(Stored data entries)

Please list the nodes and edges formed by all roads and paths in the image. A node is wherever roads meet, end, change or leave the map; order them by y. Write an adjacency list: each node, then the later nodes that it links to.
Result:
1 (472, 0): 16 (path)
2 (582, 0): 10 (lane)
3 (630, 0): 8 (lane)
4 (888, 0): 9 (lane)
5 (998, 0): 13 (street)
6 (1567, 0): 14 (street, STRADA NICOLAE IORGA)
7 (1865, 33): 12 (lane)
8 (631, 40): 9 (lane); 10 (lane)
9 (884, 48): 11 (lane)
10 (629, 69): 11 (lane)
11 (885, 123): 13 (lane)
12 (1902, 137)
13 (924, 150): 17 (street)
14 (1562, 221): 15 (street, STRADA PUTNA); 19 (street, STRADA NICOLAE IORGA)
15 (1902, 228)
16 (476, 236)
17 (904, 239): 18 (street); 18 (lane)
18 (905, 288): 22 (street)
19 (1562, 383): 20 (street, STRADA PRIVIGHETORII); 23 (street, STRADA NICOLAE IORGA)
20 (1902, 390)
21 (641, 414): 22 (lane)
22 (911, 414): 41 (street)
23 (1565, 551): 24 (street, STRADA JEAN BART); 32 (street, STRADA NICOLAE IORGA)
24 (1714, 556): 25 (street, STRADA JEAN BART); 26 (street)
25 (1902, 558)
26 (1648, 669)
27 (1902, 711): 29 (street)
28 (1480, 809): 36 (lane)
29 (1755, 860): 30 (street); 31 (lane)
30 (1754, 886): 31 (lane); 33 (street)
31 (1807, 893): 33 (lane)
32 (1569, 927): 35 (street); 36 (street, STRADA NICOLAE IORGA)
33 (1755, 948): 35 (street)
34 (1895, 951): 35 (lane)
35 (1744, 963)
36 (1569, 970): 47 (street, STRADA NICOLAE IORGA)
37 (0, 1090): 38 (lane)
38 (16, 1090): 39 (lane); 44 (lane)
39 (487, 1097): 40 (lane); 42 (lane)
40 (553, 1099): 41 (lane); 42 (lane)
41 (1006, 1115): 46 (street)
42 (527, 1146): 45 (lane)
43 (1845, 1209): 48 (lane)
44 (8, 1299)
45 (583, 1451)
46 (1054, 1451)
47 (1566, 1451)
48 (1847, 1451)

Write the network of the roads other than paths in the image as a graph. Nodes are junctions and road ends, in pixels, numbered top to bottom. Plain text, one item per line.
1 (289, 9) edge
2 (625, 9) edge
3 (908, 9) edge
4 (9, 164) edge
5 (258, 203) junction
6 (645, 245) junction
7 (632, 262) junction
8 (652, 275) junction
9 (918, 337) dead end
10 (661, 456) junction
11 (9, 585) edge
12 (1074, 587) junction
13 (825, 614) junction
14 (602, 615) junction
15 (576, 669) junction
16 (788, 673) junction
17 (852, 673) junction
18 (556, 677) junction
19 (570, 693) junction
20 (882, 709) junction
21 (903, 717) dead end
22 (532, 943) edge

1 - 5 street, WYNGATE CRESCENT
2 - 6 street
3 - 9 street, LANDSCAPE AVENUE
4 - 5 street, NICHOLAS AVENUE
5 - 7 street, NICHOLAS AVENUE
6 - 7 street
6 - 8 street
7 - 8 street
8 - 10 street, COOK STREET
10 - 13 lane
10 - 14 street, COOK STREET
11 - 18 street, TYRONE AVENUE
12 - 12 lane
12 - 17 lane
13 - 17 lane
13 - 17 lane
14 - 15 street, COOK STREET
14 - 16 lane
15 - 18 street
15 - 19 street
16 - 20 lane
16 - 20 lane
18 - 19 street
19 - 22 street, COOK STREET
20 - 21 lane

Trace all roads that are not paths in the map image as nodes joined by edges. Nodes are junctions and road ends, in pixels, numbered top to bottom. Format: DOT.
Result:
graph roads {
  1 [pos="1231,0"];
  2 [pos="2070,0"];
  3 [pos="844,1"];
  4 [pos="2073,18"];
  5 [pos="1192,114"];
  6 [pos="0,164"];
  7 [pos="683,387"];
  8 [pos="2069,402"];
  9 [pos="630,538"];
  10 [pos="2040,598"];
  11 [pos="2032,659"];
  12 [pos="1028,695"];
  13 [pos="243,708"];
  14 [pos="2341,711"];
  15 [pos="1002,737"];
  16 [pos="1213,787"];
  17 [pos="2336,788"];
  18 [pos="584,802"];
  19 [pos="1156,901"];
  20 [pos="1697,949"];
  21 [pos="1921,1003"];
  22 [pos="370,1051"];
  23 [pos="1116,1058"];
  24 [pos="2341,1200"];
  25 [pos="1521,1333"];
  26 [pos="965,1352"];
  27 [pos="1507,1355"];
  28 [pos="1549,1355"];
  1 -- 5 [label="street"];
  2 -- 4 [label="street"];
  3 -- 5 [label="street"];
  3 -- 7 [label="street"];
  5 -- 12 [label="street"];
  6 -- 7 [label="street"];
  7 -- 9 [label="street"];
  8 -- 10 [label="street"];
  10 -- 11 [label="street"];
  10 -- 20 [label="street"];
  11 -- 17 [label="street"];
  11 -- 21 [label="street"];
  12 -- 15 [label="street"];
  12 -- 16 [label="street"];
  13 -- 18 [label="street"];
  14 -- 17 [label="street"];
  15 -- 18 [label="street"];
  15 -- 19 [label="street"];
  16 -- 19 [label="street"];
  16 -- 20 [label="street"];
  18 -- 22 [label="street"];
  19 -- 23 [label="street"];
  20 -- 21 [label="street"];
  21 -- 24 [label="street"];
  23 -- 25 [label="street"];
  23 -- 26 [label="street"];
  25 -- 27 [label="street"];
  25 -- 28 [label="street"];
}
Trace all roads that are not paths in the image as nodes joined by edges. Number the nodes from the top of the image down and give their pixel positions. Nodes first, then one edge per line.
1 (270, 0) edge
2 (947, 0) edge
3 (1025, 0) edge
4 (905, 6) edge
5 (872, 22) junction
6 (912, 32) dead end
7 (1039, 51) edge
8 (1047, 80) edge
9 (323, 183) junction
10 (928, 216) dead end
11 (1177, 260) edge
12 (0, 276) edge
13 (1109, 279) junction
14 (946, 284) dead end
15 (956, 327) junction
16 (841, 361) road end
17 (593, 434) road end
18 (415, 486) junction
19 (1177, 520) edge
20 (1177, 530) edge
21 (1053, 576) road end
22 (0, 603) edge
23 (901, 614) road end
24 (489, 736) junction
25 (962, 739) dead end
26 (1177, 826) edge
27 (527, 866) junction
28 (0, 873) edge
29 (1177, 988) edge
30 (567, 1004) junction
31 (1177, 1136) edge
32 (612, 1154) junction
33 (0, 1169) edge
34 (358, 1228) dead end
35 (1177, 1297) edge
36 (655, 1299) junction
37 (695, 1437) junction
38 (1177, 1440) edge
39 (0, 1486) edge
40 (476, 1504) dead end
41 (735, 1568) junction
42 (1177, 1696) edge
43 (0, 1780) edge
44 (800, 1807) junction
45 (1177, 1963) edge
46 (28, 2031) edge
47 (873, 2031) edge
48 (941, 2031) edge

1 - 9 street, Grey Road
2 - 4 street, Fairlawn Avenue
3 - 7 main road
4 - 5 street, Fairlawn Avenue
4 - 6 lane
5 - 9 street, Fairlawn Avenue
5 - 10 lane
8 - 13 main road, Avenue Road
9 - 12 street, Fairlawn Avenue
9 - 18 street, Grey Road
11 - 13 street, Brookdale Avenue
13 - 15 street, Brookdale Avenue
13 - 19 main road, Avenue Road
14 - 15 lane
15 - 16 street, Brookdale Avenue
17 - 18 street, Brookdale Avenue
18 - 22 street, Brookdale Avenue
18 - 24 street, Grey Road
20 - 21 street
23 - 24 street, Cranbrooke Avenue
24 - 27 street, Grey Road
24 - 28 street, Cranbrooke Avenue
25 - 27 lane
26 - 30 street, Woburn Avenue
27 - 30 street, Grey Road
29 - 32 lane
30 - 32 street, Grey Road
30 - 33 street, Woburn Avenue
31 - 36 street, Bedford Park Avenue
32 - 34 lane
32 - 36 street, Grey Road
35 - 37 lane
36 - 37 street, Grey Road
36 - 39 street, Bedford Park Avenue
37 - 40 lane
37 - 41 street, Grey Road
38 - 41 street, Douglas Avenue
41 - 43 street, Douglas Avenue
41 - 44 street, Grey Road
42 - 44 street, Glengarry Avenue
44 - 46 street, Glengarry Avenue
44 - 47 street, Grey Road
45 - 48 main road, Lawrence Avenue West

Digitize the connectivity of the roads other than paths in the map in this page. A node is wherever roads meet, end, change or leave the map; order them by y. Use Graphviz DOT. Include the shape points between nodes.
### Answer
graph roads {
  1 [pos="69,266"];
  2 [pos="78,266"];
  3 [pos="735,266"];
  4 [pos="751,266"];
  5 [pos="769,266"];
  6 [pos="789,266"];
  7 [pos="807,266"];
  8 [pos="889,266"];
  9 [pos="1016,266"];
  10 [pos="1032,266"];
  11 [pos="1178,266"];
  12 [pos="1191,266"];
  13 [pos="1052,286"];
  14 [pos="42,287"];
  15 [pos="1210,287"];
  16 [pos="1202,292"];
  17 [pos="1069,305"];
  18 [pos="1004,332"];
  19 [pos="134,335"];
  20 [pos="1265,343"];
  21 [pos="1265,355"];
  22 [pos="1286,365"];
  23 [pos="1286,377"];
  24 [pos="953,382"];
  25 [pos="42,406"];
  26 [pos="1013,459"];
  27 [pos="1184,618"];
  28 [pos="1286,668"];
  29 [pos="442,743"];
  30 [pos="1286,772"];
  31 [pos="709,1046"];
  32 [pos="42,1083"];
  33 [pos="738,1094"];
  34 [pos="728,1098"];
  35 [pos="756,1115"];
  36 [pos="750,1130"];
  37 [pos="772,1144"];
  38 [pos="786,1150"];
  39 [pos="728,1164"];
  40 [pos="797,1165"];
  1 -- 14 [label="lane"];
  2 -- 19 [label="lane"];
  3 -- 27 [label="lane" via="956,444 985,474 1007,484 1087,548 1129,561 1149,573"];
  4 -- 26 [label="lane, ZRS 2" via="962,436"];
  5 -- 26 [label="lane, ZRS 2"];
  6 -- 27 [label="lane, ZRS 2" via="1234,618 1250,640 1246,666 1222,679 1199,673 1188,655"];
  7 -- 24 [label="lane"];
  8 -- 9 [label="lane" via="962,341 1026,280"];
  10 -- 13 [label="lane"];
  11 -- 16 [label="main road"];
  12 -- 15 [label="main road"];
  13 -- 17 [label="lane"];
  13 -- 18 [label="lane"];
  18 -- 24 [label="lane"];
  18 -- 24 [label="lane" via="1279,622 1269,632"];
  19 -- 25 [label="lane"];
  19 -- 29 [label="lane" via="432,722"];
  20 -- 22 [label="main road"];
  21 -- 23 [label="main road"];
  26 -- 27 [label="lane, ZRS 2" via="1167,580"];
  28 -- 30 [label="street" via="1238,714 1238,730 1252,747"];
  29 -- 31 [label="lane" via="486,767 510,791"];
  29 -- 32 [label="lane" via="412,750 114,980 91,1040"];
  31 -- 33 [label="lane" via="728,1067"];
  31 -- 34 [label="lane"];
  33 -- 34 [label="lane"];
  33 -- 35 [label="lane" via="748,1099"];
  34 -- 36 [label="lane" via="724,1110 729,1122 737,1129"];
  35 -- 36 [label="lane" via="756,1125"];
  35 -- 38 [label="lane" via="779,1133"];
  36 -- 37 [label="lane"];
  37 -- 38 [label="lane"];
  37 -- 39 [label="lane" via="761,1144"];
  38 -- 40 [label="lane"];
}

**What you will do**: Tell how many lines of the records above hold "main", giving the number and nothing else.

**Answer to the exercise**: 8